Sunday, December 2, 2012

Laws of Attraction: Designer Transforms Fashion With Magnetized Apparel


Fashion entrepreneur Ian Stikeleather wants to rethink how we keep our clothes on.

Clothing fasteners are technology. Buttons with button holes didn’t appear until the 1400s. The zipper showed up in the late 1800s, but wasn’t widely adopted until the 1930s. Velcro was patented in 1951 and rose to prominence on the back of the space race. Stikeleather wants to add a new chapter to the fastener history books with a product line based on magnetic closures that he calls Affectation.

Affectation, being funded through Kickstarter, is a system of modular clothes that use hidden magnets to replace buttons, pins, zippers or other fasteners. Stikeleather points out that magnets are much easier to work with for people with limited mobility in their hands from things like arthritis, but ease of use is just the beginning.

“Throughout history, clothing has served two functions: to protect us from the elements or identify us with a social group,” says Stikeleather. “I put the protect-ourselves-from-the-elements part to the side.” He chose instead to focus on how people could quickly change what their clothes say about them.

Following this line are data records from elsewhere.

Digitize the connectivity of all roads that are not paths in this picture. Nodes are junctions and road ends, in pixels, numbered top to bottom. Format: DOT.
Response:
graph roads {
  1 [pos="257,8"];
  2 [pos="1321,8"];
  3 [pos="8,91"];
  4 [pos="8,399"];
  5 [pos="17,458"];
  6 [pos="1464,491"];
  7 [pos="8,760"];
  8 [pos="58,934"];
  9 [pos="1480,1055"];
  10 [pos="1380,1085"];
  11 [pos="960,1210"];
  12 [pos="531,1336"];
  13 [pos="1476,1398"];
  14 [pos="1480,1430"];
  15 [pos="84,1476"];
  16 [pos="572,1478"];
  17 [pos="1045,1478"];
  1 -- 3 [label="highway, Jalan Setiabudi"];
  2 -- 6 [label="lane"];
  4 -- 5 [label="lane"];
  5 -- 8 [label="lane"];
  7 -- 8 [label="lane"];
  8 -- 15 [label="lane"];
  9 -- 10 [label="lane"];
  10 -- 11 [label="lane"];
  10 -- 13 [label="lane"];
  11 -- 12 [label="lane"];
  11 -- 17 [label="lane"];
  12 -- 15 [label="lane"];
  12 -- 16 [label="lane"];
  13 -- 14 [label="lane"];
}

An Affectation outfit generally starts with a simple base garment, like a black dress, a vest, or a shirt. Secreted around the garment are magnets, to which users (sorry, wearers) can attach a whole range of accessories. A dress collar can be removed and replaced with a hood, while buttons are replaced with studs and spikes. On a vest, shoulder lapels can grow and shrink or disappear entirely, while chains can be hung symmetrically or asymmetrically all over the place.

Spend some time with the company’s demo video and you’ll get a sense of what’s possible. It’s like Lego for clothes, and it’s hard not to think about super-spy disguises and Superman in a phone booth as you watch the transformations.